My search as my family's historian & genealogy researcher is to find the missing links, and remember my family and their story.

Friday, May 25, 2012

Memories of the Bogue Chitto River: A Fish Story




The Bogue Chitto River begins at Brookhaven, Mississippi and flows into the Pearl River below Bogalusa, Louisiana. The Choctaw Indians called the river,"bok chito", which roughly translated means “big creek.” To pronounce the river's name correctly, it would sound like " bow-guh chit-uh". 

When we were growing up, hot summer days were spent swimming in the cool waters of the Bogue Chitto River.  Fishing, tubing or canoeing down the river were, and still are, favorite recreational events for anyone living in the area.

As a child, some of my favorite stories were of happenings on the Bogue Chitto. My grandparents lived in a sharecroppers house, beside the Bogue Chitto at Walker's Bridge, during the years after the Great Depression.  I heard the stories of having relief vouchers for sugar, coffee, and gasoline because these items were rationed. Living next to the river, they didn't go hungry because they always had fish to eat. 

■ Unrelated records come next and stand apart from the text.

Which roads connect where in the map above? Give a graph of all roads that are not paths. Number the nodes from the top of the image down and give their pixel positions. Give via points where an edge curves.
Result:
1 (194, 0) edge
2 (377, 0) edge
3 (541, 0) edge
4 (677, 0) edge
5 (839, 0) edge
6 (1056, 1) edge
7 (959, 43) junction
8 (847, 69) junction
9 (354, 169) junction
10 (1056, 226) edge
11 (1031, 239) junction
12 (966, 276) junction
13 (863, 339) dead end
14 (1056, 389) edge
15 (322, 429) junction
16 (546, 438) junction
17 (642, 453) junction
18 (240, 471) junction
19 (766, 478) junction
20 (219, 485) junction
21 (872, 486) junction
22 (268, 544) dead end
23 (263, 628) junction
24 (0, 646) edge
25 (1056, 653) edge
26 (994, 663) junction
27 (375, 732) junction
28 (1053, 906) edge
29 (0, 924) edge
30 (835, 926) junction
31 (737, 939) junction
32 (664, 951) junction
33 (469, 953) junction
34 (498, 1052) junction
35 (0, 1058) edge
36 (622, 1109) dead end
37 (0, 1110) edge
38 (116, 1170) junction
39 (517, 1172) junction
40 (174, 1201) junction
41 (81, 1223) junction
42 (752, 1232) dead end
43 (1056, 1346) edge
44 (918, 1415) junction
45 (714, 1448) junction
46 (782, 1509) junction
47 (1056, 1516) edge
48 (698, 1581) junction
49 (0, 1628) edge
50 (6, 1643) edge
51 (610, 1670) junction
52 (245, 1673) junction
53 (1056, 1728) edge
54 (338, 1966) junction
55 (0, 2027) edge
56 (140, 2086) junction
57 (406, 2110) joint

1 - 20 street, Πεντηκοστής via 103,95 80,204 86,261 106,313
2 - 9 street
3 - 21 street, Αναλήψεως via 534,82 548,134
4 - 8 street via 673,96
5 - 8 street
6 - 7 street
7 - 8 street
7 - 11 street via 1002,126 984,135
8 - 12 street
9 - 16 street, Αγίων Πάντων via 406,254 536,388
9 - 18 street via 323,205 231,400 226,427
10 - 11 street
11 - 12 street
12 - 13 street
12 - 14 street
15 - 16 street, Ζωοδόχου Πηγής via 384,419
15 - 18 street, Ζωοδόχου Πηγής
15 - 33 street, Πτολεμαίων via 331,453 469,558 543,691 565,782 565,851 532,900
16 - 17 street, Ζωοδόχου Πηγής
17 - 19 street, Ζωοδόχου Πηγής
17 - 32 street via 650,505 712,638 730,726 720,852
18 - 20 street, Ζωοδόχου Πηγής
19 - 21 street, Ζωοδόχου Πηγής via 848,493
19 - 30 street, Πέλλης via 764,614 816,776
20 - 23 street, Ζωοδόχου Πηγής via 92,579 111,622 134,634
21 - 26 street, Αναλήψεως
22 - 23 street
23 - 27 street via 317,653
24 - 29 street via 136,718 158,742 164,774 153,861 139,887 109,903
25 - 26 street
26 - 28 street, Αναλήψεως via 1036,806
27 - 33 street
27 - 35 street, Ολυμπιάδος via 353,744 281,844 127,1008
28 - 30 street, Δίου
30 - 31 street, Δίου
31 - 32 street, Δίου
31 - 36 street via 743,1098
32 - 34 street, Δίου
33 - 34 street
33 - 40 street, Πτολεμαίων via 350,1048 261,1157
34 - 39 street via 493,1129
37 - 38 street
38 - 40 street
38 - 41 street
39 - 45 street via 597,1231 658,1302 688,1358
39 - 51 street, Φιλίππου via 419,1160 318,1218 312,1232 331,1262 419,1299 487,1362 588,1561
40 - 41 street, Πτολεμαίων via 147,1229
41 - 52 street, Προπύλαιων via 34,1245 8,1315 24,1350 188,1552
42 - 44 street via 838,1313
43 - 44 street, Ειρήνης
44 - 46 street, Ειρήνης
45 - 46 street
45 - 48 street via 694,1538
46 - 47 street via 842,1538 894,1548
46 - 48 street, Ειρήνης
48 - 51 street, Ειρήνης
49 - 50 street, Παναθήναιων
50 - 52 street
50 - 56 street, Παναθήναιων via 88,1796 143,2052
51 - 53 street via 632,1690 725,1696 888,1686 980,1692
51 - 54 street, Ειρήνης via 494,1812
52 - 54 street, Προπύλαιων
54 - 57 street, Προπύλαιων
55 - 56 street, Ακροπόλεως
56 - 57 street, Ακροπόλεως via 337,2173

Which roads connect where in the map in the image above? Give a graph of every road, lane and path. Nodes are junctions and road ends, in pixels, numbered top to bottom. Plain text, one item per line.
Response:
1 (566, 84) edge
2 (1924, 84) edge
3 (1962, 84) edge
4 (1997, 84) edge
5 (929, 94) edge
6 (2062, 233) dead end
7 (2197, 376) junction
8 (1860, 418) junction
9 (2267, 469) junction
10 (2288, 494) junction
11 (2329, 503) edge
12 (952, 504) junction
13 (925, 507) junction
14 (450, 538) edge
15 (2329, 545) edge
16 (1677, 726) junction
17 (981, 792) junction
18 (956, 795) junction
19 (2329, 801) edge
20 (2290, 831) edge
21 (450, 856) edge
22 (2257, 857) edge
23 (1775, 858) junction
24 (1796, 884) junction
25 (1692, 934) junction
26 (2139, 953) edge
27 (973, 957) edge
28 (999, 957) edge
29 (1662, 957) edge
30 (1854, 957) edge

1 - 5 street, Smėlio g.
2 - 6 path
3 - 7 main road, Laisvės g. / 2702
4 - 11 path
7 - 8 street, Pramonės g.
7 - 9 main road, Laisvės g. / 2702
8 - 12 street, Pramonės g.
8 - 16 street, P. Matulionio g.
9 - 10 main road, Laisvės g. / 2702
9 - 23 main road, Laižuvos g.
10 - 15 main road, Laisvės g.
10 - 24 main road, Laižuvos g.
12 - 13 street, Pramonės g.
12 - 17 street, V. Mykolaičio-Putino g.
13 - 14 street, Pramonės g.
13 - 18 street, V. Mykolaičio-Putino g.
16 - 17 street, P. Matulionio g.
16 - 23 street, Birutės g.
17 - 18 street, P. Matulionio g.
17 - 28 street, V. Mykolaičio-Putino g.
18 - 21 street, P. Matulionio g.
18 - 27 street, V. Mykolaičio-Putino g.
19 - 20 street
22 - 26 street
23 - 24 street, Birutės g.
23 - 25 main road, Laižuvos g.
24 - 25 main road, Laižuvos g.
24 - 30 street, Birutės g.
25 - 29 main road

My Grandpa talked about going fishing in a boat, in the middle of the river, and how a monster in the water had tried to turn their boat over.  Maybe it was an alligator, but the thought that a giant fish could be in the water was beyond my young mind's wildest imagination. 

Now, I know that the monster was probably a giant catfish.  The bigger the water that they are in, the bigger they grow.  I learned this a few years ago when a son-in-law caught "a monster" of a catfish in a local pond in the area. When he held the fish up to his chin, it still touched the ground.

My Uncle Sherman loved to fish and I, always, loved the story of him and his sons going fishing in the Bogue Chitto River.  It seems that Uncle Sherman liked fish, but didn't like the idea of sitting on a river bank all day waiting to catch them.  He preferred to "call"  them all up to the top of the water and pick them up.  In other words, Uncle Sherman was "telephoning"  the fish.

Before the dial telephones came along, they had the crank telephones.  The crank phones, when cranked in water, produced enough of an electric charge to stun the fish. The fish would float to the top of the water, and they would pick them up out of the water.  This is illegal and if caught you pay a hefty fine for "telephoning."

I don't know if getting caught would have stopped Uncle Sherman or not, but I do know what did.  I don't know if he was drinking that day, or just poor judgement on his part made him decide that he would go out in the Bogue Chitto in a galvanized wash tub and "telephone" the fish. But, I imagine he got the shock of his life along with the fish when he cranked up on that old telephone.  I, also, imagine that he wished he could call for help after he came around and realized what had taken place.

These are the stories that take me back to childhood and I wish I was on the bank of the Bogue Chitto watching the bobber dancing while I reminisce of fish stories and childhood memories.